¿Alguién
preguntó por la vida y el paradero del entonces primer Vicepresidente de la
Cámara de Senadores, Rubén Medinacelli Ortíz? ¿Se sabe exactamente en qué
momento y en qué circunstancias decidió desaparecer luego de la renuncia de Evo
Morales a la presidencia en la tarde del 10 de noviembre de 2019? Pareciera que
a Medinacelli se lo hubiera tragado la tierra. Se sabe que la línea de sucesión
presidencial según el artículo 169 de la CPE fue acosada y amedrentada, no sólo
en las personas de la Presidenta del Senado, del Presidente y la primera
Vicepresidenta de Diputados, sino que fue extendida a sus familiares: La casa
del padre de Adriana Salvatierra en Santa Cruz de la Sierra, el hermano de
Victor Borda amenazado de muerte en Potosí, la casa de la madre de Susana
Rivero en Trinidad. Todo estaba perfectamente planificado: Ninguno de los legalmente
habilitados para instalar plenos camarales y generar decisiones en la Asamblea
Legislativa Plurinacional, estaría en condiciones de hacerlo porque la triple
vigilancia y persecución con acciones sincronizadas –civiles, militares,
policías- tenía el objetivo principal de
lograr que el MAS quedara desplazado del gobierno por la fuerza.
Lo que sucedió
entre el 10 y el 12 de noviembre de 2019 fue el rompimiento del poder constituido,
activado por la expresión más rabiosa de la clase media urbana adscrita a una
visión conservadora y étnicamente excluyente de país de la que tengamos memoria
en las últimas décadas, que sacada de quicio por el prorroguismo de Evo
Morales, decidió adoptar durante tres semanas lo que las organizaciones
sociales bolivianas conformadas por indígenas, campesinos y obreros, utilizaron
historicamente como métodos de protesta: Bloqueos y movilizaciones callejeras, de manera que esa clase media urbana
“apolítica” ampliara su radio de acción desde las redes sociales hacia los
espacios públicos de los nueve departamentos de Bolivia para impugnar un fraude
electoral hasta hoy no demostrado, reclamando en principio un desempate en
segunda vuelta, pidiendo a continuación la anulación del acto eleccionario y
finalmente presionando para que Evo Morales dimitiera a la Presidencia del
Estado.
No sería
presidenta del Estado Plurinacional, Adriana Salvatierra. Amedrentada por civiles,
militares y policías e instruida por Evo Morales, tomó la decisión de renunciar
a la presidencia del Senado. ¿Rubén Medinacelli? No se sabe, no responde.

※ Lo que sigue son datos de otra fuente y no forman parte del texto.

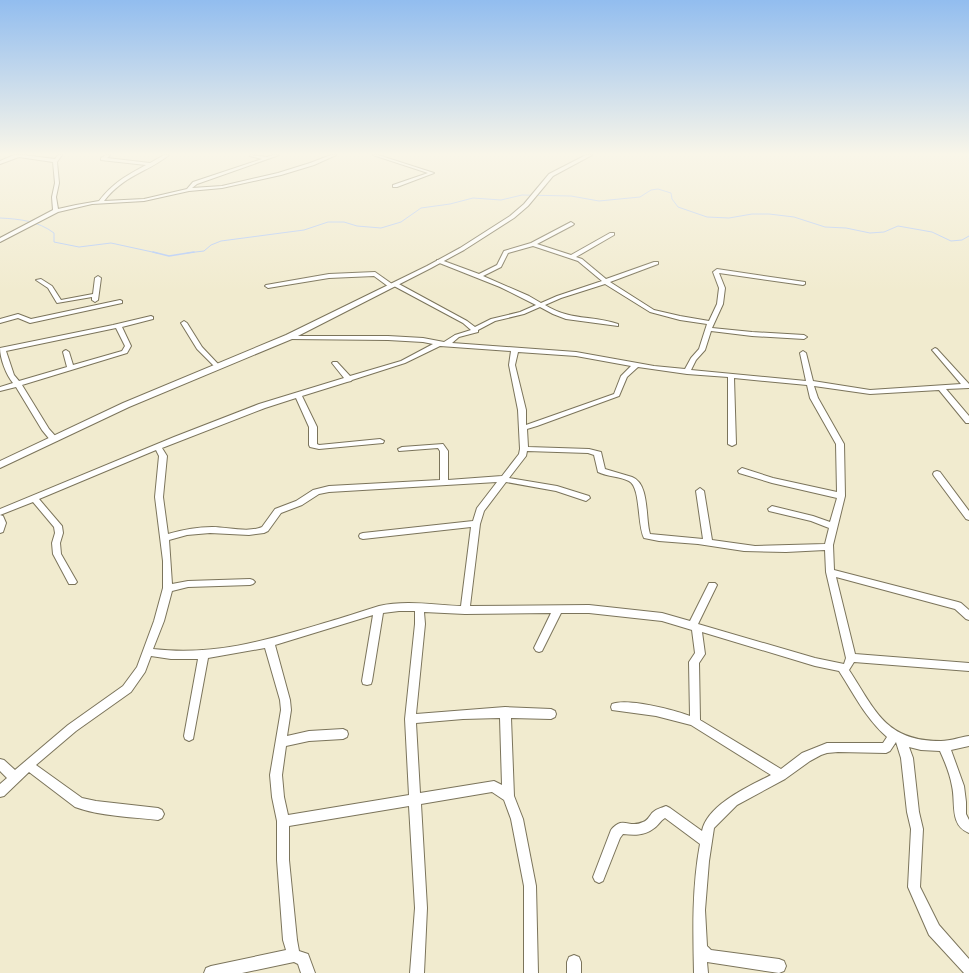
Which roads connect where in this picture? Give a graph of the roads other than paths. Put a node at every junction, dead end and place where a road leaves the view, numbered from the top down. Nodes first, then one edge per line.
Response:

Victor Borda tampoco: Si no renunciaba y osaba aparecer por la plaza Murillo,
la vida de su hermano corría peligro: El asunto estaba en manos del Comité
Cívico de Potosí a la cabeza de Marco Pumari. Ojo que ninguna de las dimisiones
fue formalmente tratada y aceptada porque las cámaras se vieron imposibilitadas
de instalar sesiones entre el 10 y el 12 de noviembre. Susana Rivero, en cambio,
se negó a renunciar y quedaba como presidenta en ejercio de la Cámara Baja.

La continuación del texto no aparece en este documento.